Required work
All that should be output is the block of lines below from the line with "index mcp: (396, 126)" to the line with "pinky tip: (380, 161)", both included, exactly as written.

Input data
============================================================

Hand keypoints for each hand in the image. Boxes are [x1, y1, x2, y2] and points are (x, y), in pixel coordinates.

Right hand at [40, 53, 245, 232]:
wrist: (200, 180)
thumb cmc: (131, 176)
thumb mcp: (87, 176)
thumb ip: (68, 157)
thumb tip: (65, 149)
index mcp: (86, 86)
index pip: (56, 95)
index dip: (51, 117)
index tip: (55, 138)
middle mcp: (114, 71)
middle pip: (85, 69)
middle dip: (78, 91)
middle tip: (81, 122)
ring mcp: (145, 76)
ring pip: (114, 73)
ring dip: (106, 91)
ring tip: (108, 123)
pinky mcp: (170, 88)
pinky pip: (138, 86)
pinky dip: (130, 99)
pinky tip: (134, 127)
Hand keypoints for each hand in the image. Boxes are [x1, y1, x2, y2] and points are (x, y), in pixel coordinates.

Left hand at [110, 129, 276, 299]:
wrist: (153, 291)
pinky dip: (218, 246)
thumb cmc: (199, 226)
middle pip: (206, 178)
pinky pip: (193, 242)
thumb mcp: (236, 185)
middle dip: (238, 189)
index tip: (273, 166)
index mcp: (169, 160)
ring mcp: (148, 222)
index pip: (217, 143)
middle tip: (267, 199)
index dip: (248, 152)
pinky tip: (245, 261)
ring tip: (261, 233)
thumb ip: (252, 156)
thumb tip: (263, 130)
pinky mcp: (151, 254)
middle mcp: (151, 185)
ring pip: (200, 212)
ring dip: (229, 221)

============================================================

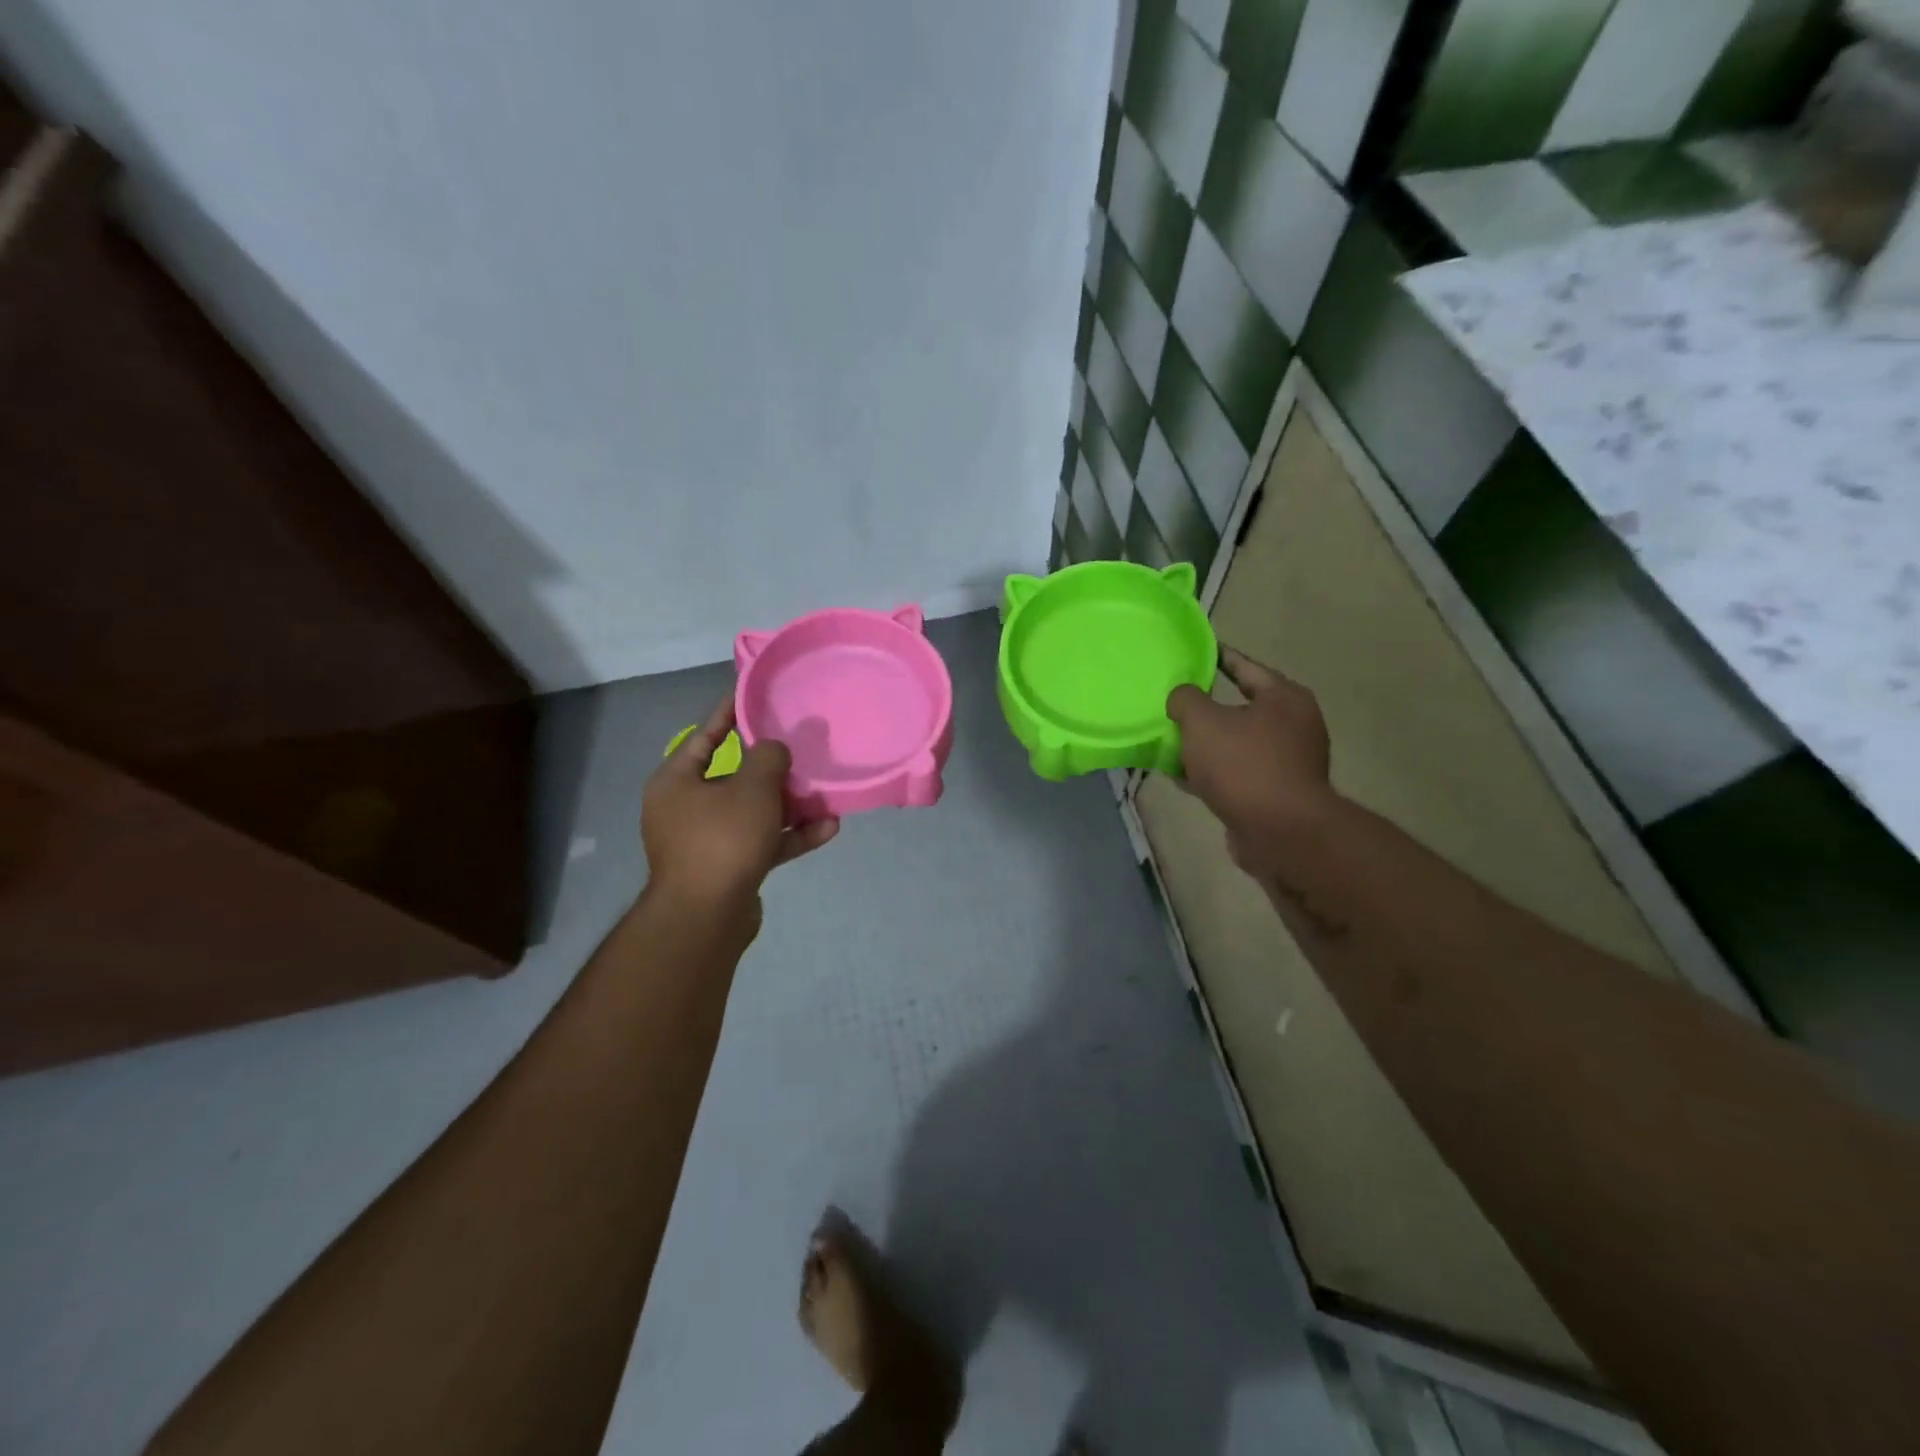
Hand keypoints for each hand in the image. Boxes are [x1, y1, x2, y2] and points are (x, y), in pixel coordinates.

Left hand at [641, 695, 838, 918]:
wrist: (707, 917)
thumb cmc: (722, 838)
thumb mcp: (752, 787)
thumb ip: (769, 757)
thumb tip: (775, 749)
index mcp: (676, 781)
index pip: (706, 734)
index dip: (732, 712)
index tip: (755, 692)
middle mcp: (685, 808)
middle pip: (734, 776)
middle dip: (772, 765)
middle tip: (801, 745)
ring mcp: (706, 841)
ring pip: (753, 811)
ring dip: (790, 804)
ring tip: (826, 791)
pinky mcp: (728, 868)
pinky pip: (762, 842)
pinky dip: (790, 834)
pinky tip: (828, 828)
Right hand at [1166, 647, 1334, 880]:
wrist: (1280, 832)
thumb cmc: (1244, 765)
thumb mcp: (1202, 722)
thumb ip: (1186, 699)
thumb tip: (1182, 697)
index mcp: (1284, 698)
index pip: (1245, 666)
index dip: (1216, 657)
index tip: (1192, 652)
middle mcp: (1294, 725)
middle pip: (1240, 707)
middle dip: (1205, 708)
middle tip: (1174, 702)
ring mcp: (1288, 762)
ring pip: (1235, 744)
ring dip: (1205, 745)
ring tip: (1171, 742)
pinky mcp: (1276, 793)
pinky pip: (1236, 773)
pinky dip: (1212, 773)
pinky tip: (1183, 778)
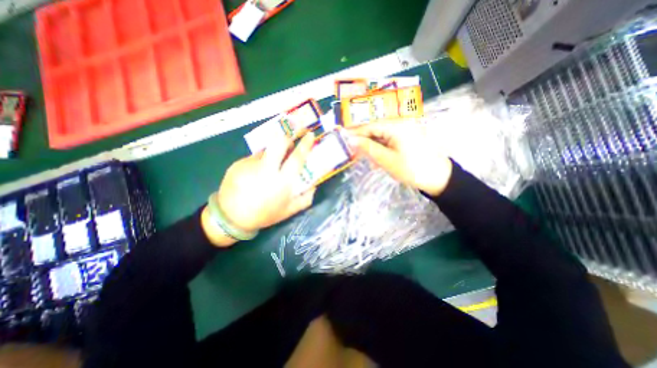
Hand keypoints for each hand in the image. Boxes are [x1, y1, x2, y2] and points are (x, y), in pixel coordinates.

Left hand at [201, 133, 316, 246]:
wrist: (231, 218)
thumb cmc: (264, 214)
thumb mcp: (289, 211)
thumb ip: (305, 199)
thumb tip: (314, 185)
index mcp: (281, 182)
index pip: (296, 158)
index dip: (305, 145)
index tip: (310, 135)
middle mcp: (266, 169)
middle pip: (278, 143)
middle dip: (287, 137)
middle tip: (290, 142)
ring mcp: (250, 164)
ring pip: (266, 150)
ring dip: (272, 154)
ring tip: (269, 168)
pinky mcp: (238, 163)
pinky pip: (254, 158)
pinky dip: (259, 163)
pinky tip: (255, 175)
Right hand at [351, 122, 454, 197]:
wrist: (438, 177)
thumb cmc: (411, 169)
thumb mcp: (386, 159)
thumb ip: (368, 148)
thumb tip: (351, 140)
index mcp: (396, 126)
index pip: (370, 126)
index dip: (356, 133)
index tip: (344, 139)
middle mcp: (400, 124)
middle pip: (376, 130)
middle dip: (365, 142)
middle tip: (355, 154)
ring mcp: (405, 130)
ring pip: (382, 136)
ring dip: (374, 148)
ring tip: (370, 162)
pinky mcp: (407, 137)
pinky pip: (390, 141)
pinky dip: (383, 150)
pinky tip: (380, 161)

============================================================

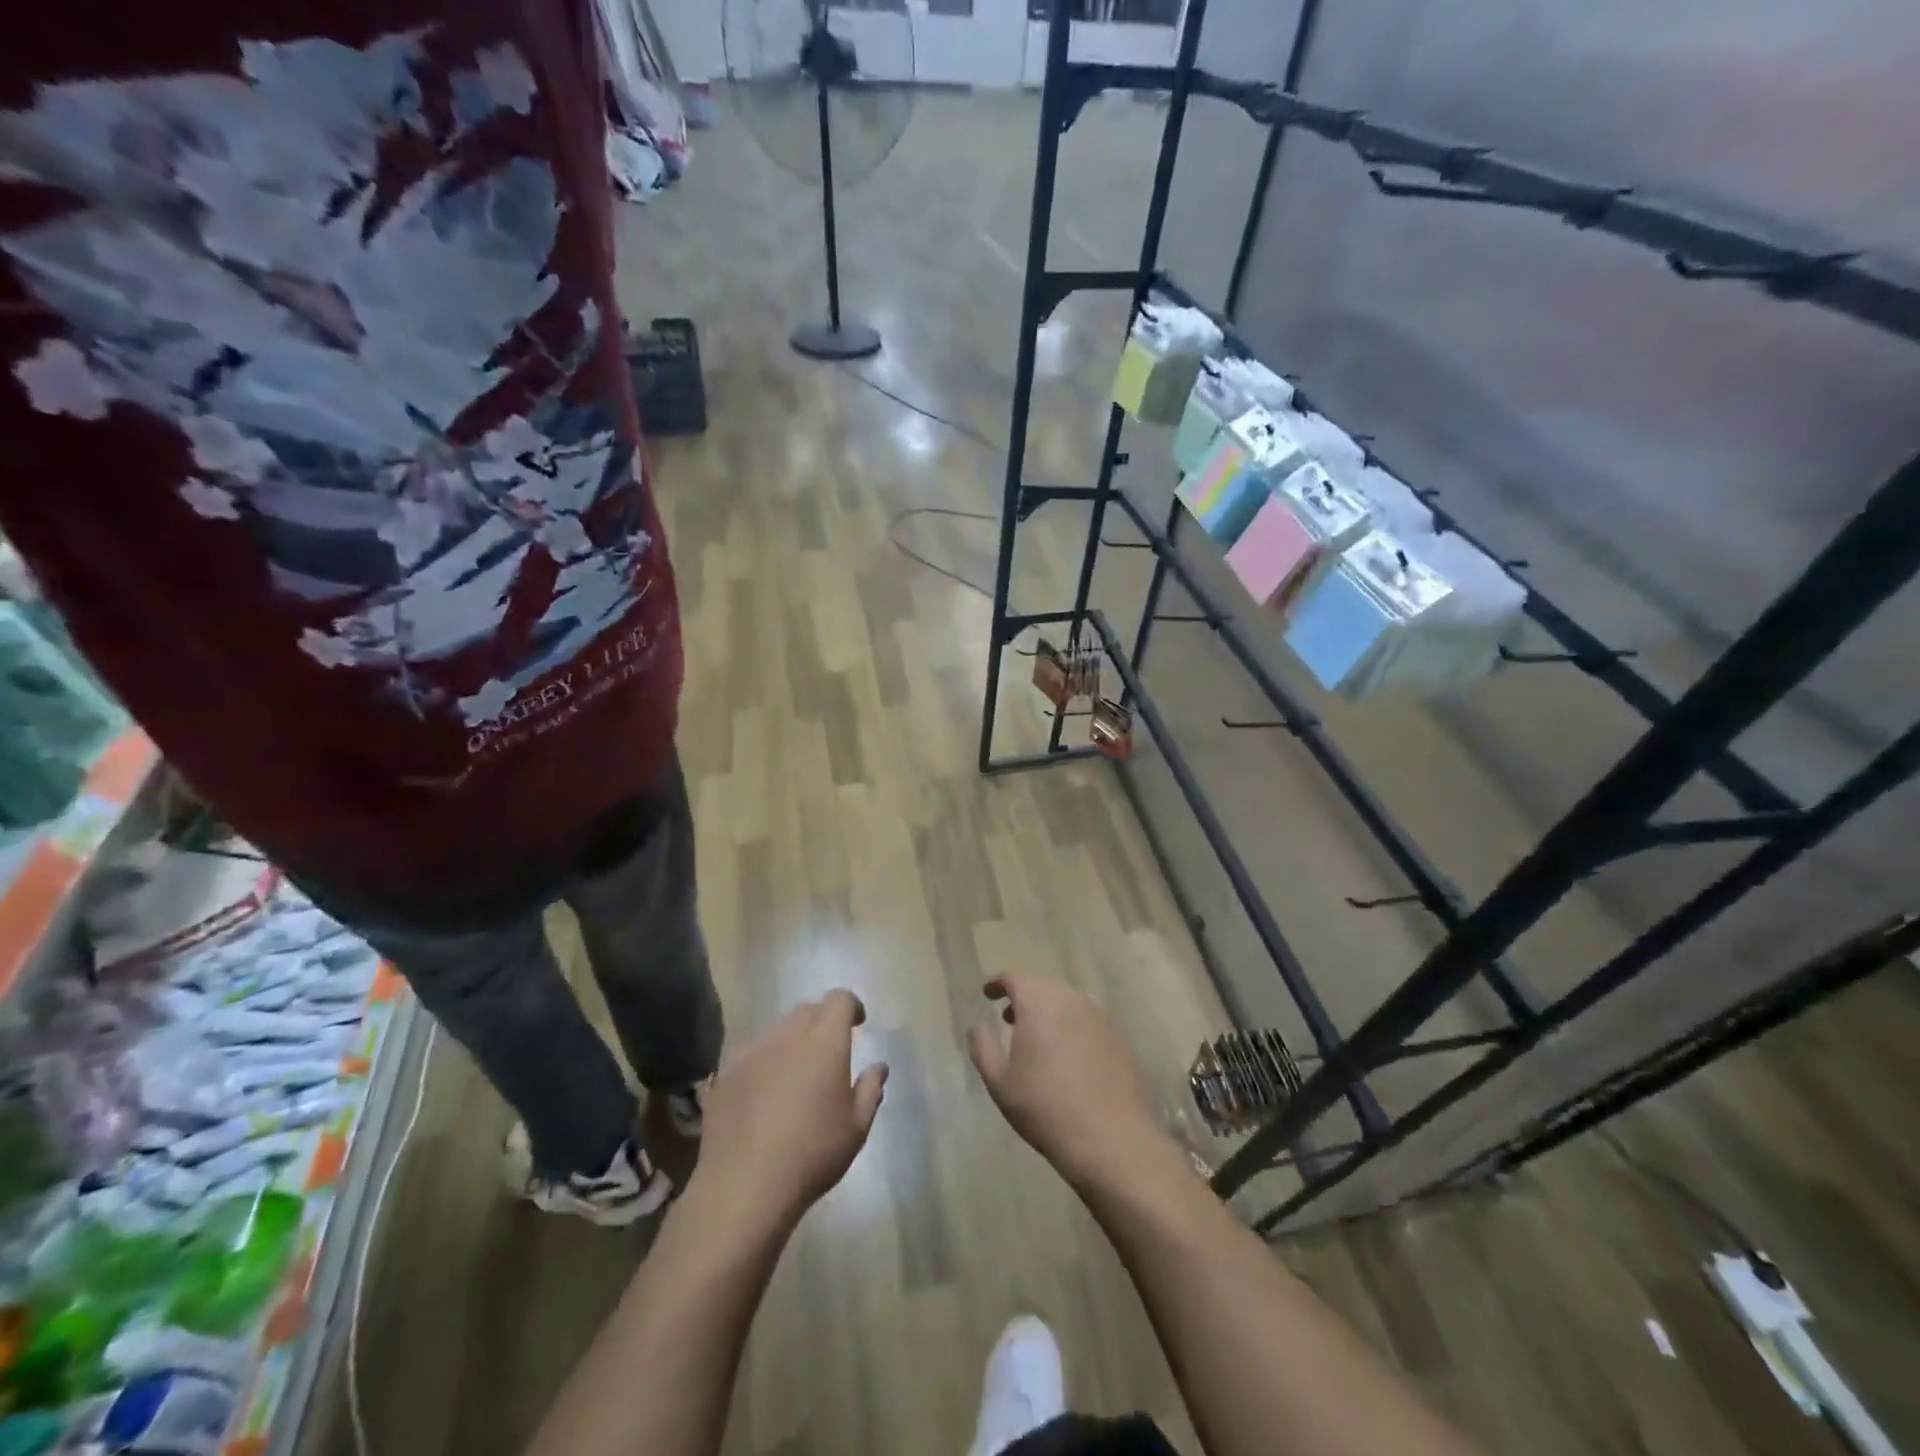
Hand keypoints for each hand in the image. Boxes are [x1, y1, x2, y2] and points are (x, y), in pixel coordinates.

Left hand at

============================================================

Written response
index mcp: (396, 126)
index pip: (370, 126)
index dip: (356, 133)
index tip: (344, 139)
middle mcp: (400, 124)
middle pip: (376, 130)
middle dip: (365, 142)
middle tip: (355, 154)
ring mcp: (405, 130)
ring pip: (382, 136)
ring dip: (374, 148)
ring tip: (370, 162)
pinky mcp: (407, 137)
pinky pip: (390, 141)
pinky dip: (383, 150)
pinky tip: (380, 161)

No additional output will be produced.